Me quedé helada, ¿mi hija? ¿Qué tenía que ver con Hannah Horvath?

Candy me miró con ojos de asesino en serie, ¿era estúpida o me hacía la tonta? Decían. Y cuando iba a enseñarle los vídeos, Candy me cerró el ordenador con muy mala leche y me preguntó.
 - Mi niña no es como Lena –me defendí. Y entonces rotunda me contestó.
- Todas hemos sido como Hannah. Todas pagamos, ¿ya no te acuerdas?

No la entendí, al principio creí que lo que quería decir era que una antiestrella no podía convertirse en diva de la televisión, que no podía haber una Tina Fey con sobrepeso. Me pareció injusto. Y de pronto el dilema dejó de importarme, mi cuerpo empezó a actuar al margen de mi razón. Los sudores se me iban y se me venían. Y es que en mi cabeza se fraguaba la imagen de mi Mariencita haciendo el perro en el sofá con el maldito Adam y sentí terror, terror de que a mi niña, tan inocente, tan deseando, como la propia Hannah que alguien la amara, permitiera a algún degenerado abusar de ella.

Y entonces me indigné. Vaya si mi indigné. Nadie tenía derecho a dar semejante ejemplo en la tele. Nadie, y menos una niña de papá de Manhattan como Lena Dunham egoísta y mimada. Qué sabía ella lo que costaba sacar adelante a una hija, y no, no era sólo la escena del sofá, también la había dibujado ladrona, mira que robarle la propina a la camarera, sucia, vaya asco de habitación, con los condones usados rodando, e inconsecuente, tan feminista y aguanta que su jefe la manoseé. Y encima decir que todo era por su obra. “Su obra”, ¿las enfermedades venéreas, también? Cuatro insensateces chorras en un papel y ¡ale hop!, la gloria. Lo único aceptable era la actitud de los padres, habían hecho muy bien, pero que muy bien cortándole la paga. La única forma de que madurará era obligándola a valerse por sí misma.

Tenía razón Candy, Girls era un puñetazo en el estómago de una madre. Así que me arremangué cuan Agustina de Aragón, me volví hacia ella y disparé el cañón.

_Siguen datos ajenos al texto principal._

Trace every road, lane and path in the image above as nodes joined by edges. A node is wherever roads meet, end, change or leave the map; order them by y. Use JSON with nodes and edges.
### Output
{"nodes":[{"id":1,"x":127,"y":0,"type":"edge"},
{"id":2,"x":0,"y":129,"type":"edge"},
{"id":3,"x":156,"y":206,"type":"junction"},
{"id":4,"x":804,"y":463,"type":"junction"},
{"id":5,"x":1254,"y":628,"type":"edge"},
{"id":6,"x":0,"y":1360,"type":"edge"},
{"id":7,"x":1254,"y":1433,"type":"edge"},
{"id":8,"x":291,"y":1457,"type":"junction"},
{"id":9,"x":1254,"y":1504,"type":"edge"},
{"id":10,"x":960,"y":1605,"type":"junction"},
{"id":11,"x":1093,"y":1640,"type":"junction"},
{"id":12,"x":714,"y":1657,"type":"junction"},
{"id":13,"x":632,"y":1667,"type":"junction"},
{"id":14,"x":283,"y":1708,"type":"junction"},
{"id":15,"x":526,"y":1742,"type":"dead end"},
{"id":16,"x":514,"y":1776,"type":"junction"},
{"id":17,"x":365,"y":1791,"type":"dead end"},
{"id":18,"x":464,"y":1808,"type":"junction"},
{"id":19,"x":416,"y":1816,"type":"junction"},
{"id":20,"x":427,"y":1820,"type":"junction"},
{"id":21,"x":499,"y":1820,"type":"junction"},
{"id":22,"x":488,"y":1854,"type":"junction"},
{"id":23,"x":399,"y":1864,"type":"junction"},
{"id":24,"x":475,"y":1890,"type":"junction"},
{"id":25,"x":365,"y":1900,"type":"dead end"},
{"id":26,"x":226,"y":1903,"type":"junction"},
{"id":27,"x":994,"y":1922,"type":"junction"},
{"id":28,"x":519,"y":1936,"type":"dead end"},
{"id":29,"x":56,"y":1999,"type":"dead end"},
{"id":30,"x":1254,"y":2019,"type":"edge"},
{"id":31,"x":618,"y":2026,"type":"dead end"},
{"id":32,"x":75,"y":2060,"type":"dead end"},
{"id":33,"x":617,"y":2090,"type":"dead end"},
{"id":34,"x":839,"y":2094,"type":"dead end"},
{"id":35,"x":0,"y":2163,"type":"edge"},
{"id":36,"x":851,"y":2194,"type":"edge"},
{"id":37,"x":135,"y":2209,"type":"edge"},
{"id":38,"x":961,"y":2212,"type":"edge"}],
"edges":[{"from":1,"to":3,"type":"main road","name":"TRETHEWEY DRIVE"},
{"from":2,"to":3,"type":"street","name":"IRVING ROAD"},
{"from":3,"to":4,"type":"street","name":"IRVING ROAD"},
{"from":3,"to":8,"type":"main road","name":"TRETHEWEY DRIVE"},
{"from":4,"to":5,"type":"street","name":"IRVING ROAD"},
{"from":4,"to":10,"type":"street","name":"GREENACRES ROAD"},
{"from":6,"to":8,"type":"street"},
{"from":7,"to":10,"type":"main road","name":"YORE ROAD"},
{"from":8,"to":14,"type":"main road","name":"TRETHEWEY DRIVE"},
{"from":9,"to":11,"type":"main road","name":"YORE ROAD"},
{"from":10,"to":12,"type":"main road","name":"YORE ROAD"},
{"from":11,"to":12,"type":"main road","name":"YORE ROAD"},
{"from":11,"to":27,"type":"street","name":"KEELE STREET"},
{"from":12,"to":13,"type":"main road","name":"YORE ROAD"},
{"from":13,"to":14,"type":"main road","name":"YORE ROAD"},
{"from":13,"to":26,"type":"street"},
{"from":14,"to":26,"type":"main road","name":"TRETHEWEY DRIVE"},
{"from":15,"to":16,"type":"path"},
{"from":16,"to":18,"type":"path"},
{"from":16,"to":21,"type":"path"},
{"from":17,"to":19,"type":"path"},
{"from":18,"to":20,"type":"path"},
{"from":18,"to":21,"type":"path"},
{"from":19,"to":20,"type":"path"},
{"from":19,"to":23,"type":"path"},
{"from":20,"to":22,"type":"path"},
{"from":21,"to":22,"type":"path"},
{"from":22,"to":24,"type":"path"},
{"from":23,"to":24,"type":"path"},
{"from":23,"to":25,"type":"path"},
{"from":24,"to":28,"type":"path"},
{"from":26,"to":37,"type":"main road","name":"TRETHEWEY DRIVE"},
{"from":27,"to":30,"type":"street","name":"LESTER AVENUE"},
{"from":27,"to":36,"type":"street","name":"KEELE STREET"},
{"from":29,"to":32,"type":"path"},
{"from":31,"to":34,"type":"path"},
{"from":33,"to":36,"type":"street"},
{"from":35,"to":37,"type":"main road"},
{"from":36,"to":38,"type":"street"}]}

- Basta de manipulación, fuera los hypes. Creemos una Liga de madres indignadas con Lena Dunham. Acabemos con Girls”.
J…*. Vaya cuelgue que lleva la vieja. Ahora entiendo, por eso lleva toda la semana dándome por saco. Es mentira lo de la quemadura, sólo pretende controlarme.  ¡Qué ya está bien, que yo no soy Hannah, que no estoy escribiendo ninguna Obra, que sólo quiero terminar la carrera y marcharme de una vez de este jodido país!

En cuanto acabe de pasar el engendro se va a enterar la Lena de los c….*. Yo y mis tres mil quinientas amigas sí que vamos a crear la Liga de las zorras indignadas. Indignadas contra Lena Dunhan. Por estafa, que ella de perdida nada, mucho sexo subversivo, mucha desvergüenza y angustia pero haciendo caja. J…*. Y ya está bien. Estoy harta de tanta “Mariencita tráeme, Mariencita, toma”. ¡¡¡Quiero ser libre!!! Ya.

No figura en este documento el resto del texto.